Once your grains have sprouted, spread them on a baking sheet and roast them at 300 degrees Fahrenheit for about 3 hours. When done, they should be completely dry and dark brown and give off a pleasant, nutty aroma. Grind the malted grains into coarse flour in a food processor or with a mortar and pestle.

3Some Egyptian beers used bread as a starter yeast culture, and others used grain porridge, as confirmed by archaeological evidence. We’ll be making a porridge-based beer. Boil two cups of barley in two cups of water until you have a soft, mushy porridge. It should be soft enough that you can break an individual barley grain with the edge of a spoon. When your barley porridge is no longer boiling hot but still warm, put it into a pot with the ground-up wheat berries from the previous step and six cups of water. Cover and let sit at room temperature for 3 to 4 days.

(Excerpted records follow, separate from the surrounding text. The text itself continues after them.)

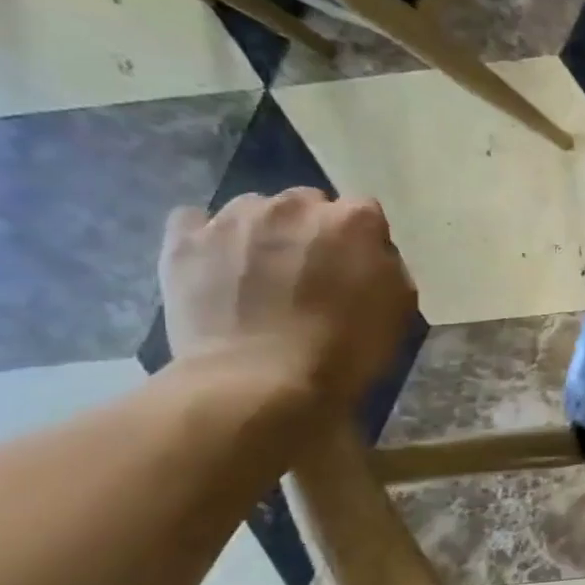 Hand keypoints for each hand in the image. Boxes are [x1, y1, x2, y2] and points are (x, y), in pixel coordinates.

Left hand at [159, 189, 415, 409]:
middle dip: (312, 229)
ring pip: (254, 208)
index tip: (360, 267)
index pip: (364, 212)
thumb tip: (369, 253)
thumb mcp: (400, 308)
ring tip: (262, 272)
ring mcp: (233, 218)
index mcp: (353, 221)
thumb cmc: (347, 349)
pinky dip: (209, 238)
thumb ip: (387, 266)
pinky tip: (219, 265)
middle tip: (312, 271)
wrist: (261, 381)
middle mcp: (294, 206)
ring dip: (264, 232)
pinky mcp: (185, 240)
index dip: (363, 240)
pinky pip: (197, 221)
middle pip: (307, 204) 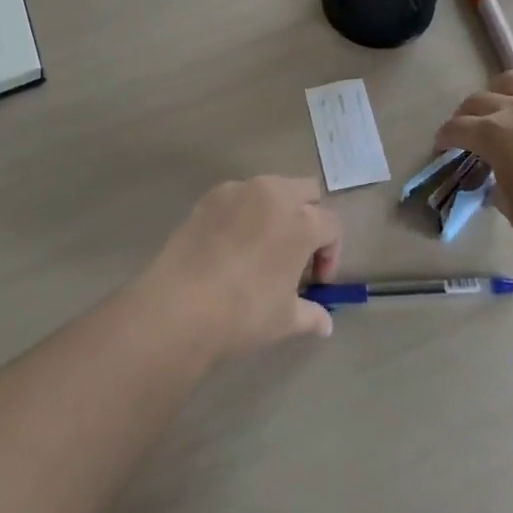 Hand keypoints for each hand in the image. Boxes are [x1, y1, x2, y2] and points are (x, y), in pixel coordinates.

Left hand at [139, 176, 342, 358]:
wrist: (181, 305)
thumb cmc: (244, 312)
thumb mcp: (285, 319)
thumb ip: (311, 314)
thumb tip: (325, 323)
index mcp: (302, 221)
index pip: (331, 225)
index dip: (330, 253)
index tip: (315, 281)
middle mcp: (275, 194)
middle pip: (307, 191)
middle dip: (309, 216)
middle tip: (296, 253)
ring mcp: (240, 190)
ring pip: (272, 188)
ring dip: (276, 210)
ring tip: (262, 247)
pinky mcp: (211, 195)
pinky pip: (239, 196)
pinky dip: (244, 212)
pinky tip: (230, 246)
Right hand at [434, 70, 512, 264]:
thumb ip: (499, 188)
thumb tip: (500, 179)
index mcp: (493, 135)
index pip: (457, 128)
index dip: (444, 136)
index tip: (441, 144)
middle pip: (479, 100)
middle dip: (466, 113)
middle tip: (466, 129)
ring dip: (500, 92)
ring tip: (502, 106) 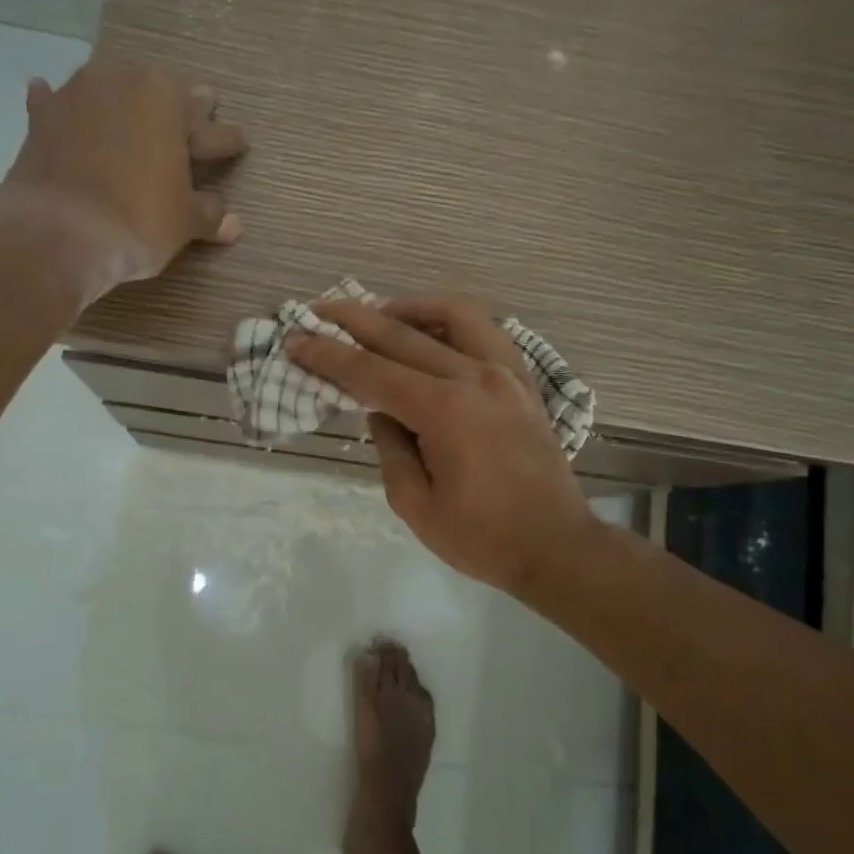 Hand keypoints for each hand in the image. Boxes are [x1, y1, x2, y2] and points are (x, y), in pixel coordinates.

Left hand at [0, 61, 246, 293]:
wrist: (58, 232)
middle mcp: (123, 83)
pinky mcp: (41, 119)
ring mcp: (77, 96)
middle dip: (178, 109)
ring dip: (120, 99)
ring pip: (108, 90)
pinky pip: (54, 103)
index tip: (238, 142)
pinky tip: (52, 98)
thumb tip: (234, 224)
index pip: (208, 123)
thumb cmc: (138, 220)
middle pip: (159, 94)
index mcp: (168, 100)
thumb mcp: (184, 221)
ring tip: (127, 105)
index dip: (225, 139)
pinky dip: (59, 105)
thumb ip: (209, 214)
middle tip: (194, 117)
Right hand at [286, 295, 601, 593]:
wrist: (557, 546)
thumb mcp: (415, 505)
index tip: (296, 340)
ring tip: (378, 312)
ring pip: (454, 315)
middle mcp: (476, 377)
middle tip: (318, 311)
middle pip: (404, 335)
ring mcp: (506, 373)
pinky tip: (432, 331)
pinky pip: (486, 331)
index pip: (372, 372)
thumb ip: (390, 447)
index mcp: (445, 411)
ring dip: (409, 307)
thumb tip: (380, 408)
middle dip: (354, 321)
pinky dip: (453, 321)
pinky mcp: (523, 380)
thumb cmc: (482, 537)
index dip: (328, 356)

When you uncover your Egyptian beer, the first thing you’ll notice is that it smells like it’s gone bad. This, of course, is because it has. The smell will dissipate completely if you take off the lid and let it air out for a while. It’s safe to drink, I promise! And it tastes completely different from the off-putting initial aroma. Very lightly sour and fizzy, with a little bit of smokiness from the roasted grain. You can also try sweetening it with honey or date syrup, or mixing it with pomegranate juice if there’s a lion-headed goddess you’re trying to intoxicate.


This beer is not bad, but it’s also not something I could picture myself ordering at a bar. The rank smell means that I have to rank it behind my Mesopotamian beer recipe, which I’ll share another time. III out of X.

* Adapted from Cooking in Ancient Civilizations by Cathy Kaufman (2006).